When you reach the line containing "Road topology of" in the entries below, please begin setting down lines exactly, stop only after the last one, and add nothing else.

--- SUPPLIED RECORDS Enclosed Below ---

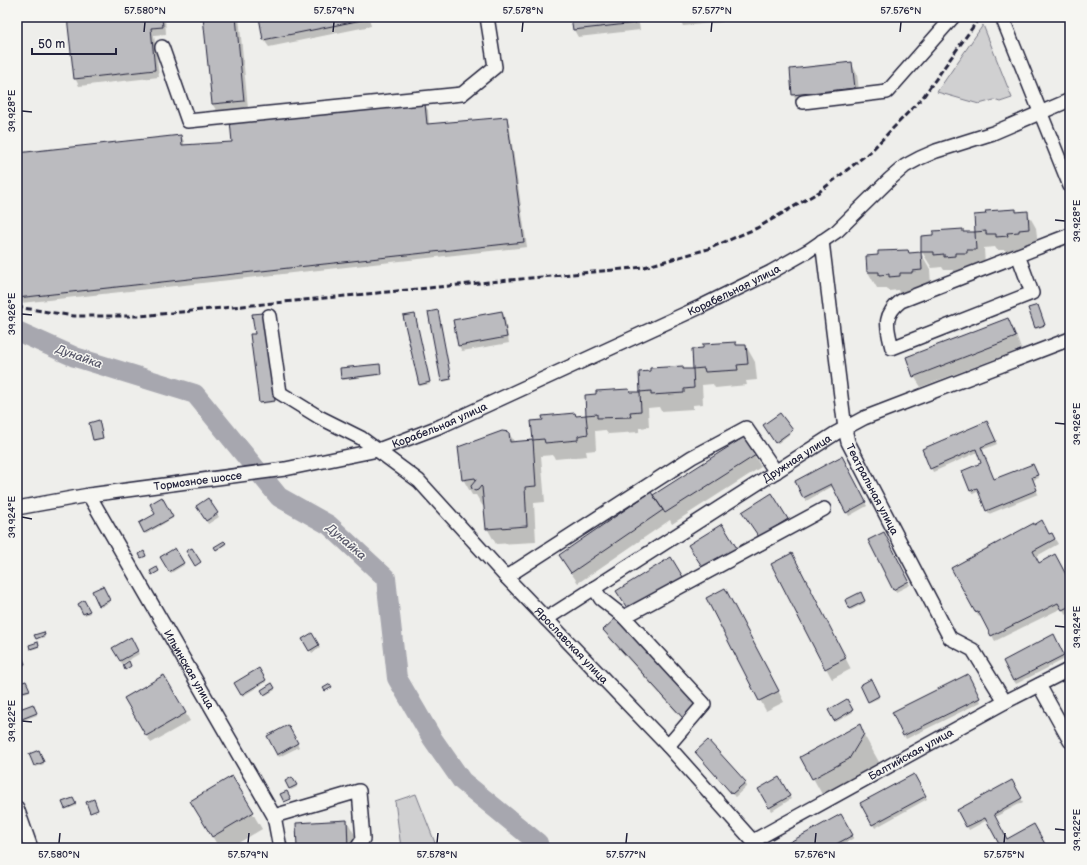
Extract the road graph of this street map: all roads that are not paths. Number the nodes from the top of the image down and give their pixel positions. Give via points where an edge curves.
1 (487, 17) edge
2 (953, 17) edge
3 (1002, 17) edge
4 (162, 47) dead end
5 (1070, 100) edge
6 (803, 102) dead end
7 (1041, 112) junction
8 (1070, 186) edge
9 (1070, 235) edge
10 (822, 241) junction
11 (1018, 255) junction
12 (269, 316) dead end
13 (1070, 339) edge
14 (845, 429) junction
15 (378, 450) junction
16 (776, 472) junction
17 (89, 495) junction
18 (17, 508) edge
19 (824, 509) dead end
20 (506, 577) junction
21 (594, 588) junction
22 (624, 617) junction
23 (546, 620) junction
24 (1070, 669) edge
25 (1039, 685) junction
26 (1005, 702) junction
27 (1070, 741) edge
28 (668, 746) junction
29 (17, 808) edge
30 (274, 816) junction
31 (756, 845) edge
32 (31, 848) edge
33 (280, 848) edge
34 (357, 848) edge

1 - 4 street via 495,68 462,94 188,121
2 - 6 street via 887,92
3 - 7 street
5 - 7 street, Корабельная улица
7 - 8 street
7 - 10 street, Корабельная улица via 930,154 906,166 840,228
9 - 11 street
10 - 14 street, Театральная улица
10 - 15 street, Корабельная улица via 777,269 714,300 441,426
11 - 11 street via 1032,293 892,348 888,315 901,301
12 - 15 street, Ярославская улица via 280,393
13 - 14 street, Дружная улица via 864,418
14 - 16 street, Дружная улица
14 - 26 street, Театральная улица via 848,442 950,638 973,650
15 - 17 street, Тормозное шоссе via 285,469
15 - 20 street, Ярославская улица via 419,481
16 - 20 street via 746,428 692,457
16 - 21 street, Дружная улица
17 - 18 street, Тормозное шоссе
17 - 30 street, Ильинская улица
19 - 22 street
20 - 23 street, Ярославская улица
21 - 22 street via 601,599
21 - 23 street, Дружная улица
22 - 28 street via 704,704
23 - 28 street, Ярославская улица
24 - 25 street, Балтийская улица
25 - 26 street, Балтийская улица
25 - 27 street
26 - 31 street, Балтийская улица
28 - 31 street, Ярославская улица
29 - 32 street
30 - 33 street, Ильинская улица
30 - 34 street via 359,791 362,839

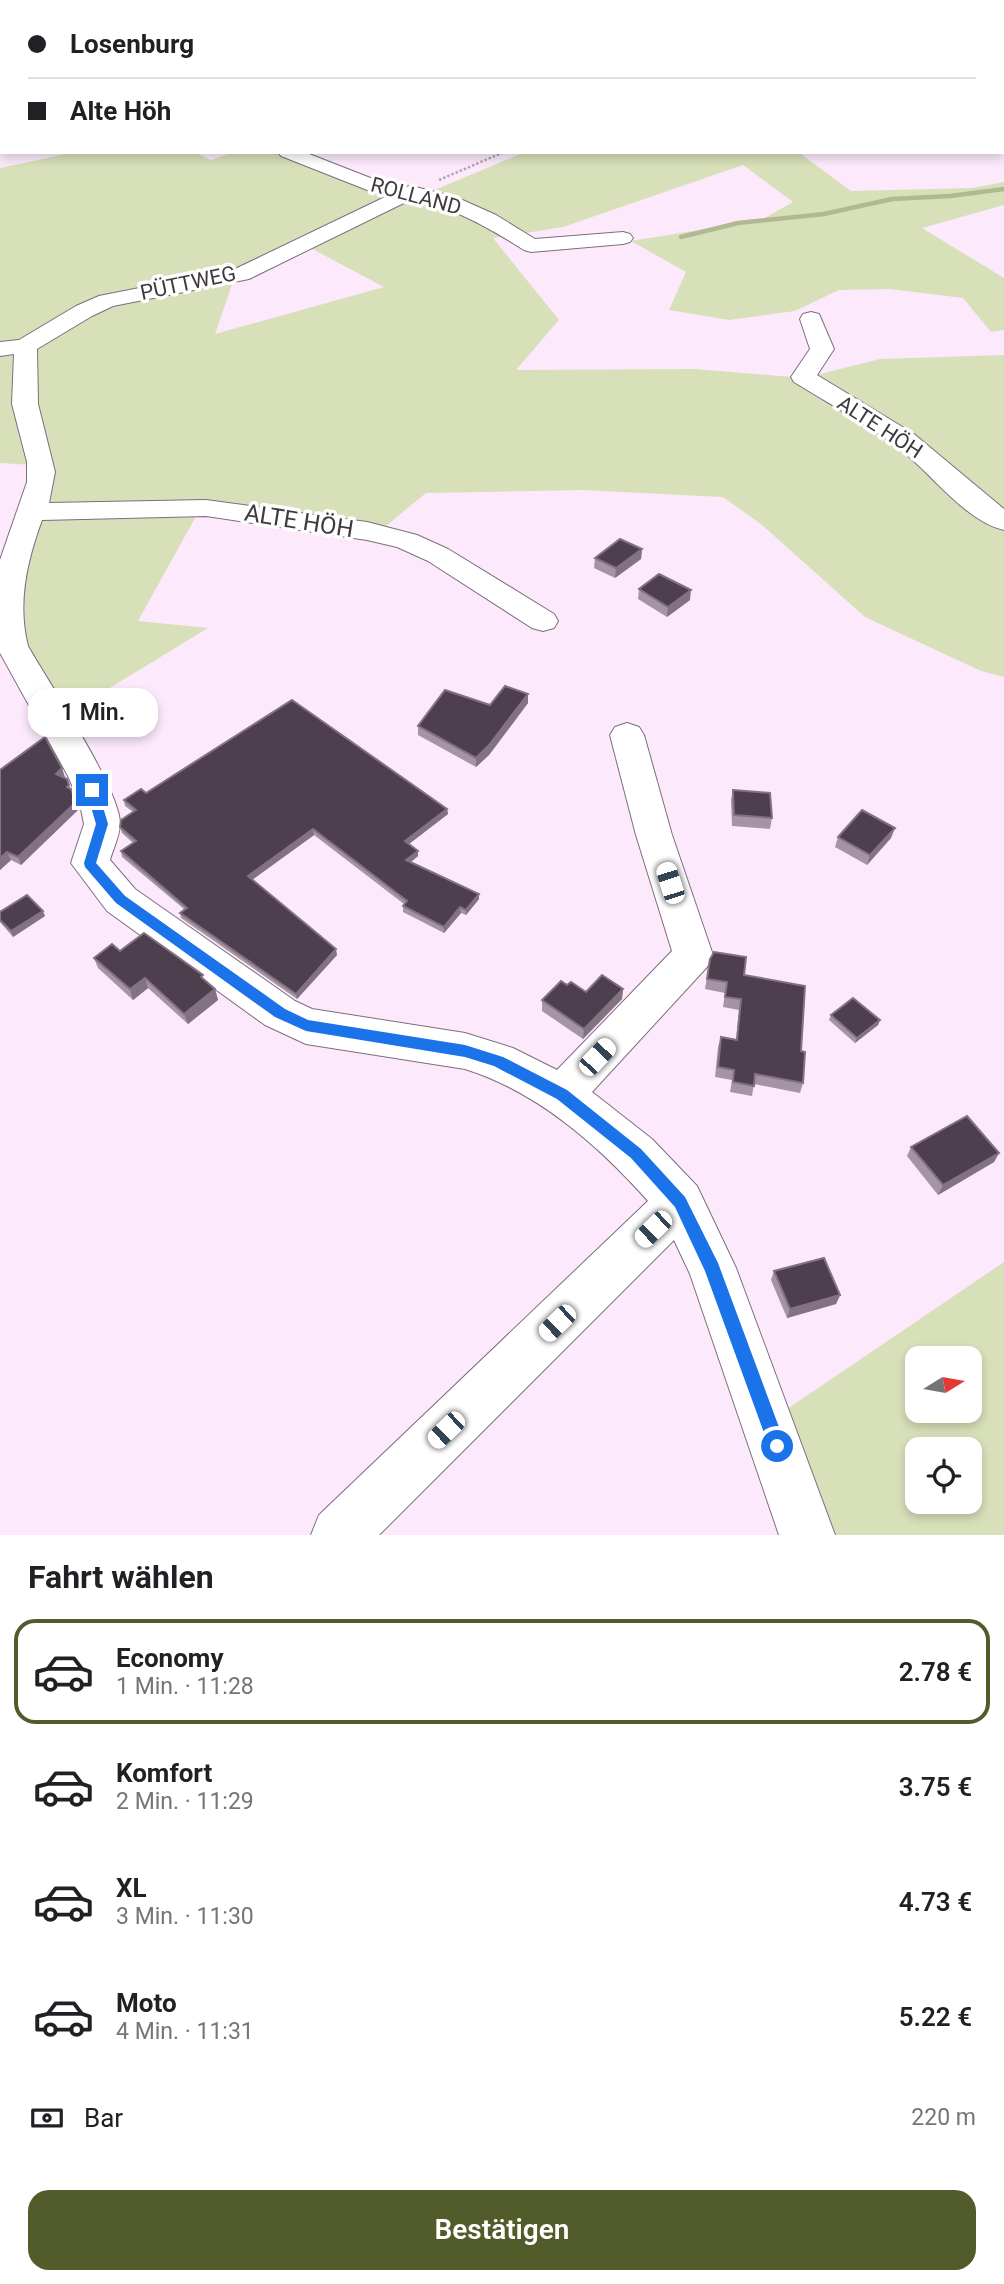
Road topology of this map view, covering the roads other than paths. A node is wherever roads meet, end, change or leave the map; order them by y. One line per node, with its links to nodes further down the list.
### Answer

--- End of Enclosed SUPPLIED RECORDS ---

● **OUTPUT OF THE EXERCISE**:
Road topology of this map view, covering the roads other than paths. A node is wherever roads meet, end, change or leave the map; order them by y. One line per node, with its links to nodes further down the list.
### Answer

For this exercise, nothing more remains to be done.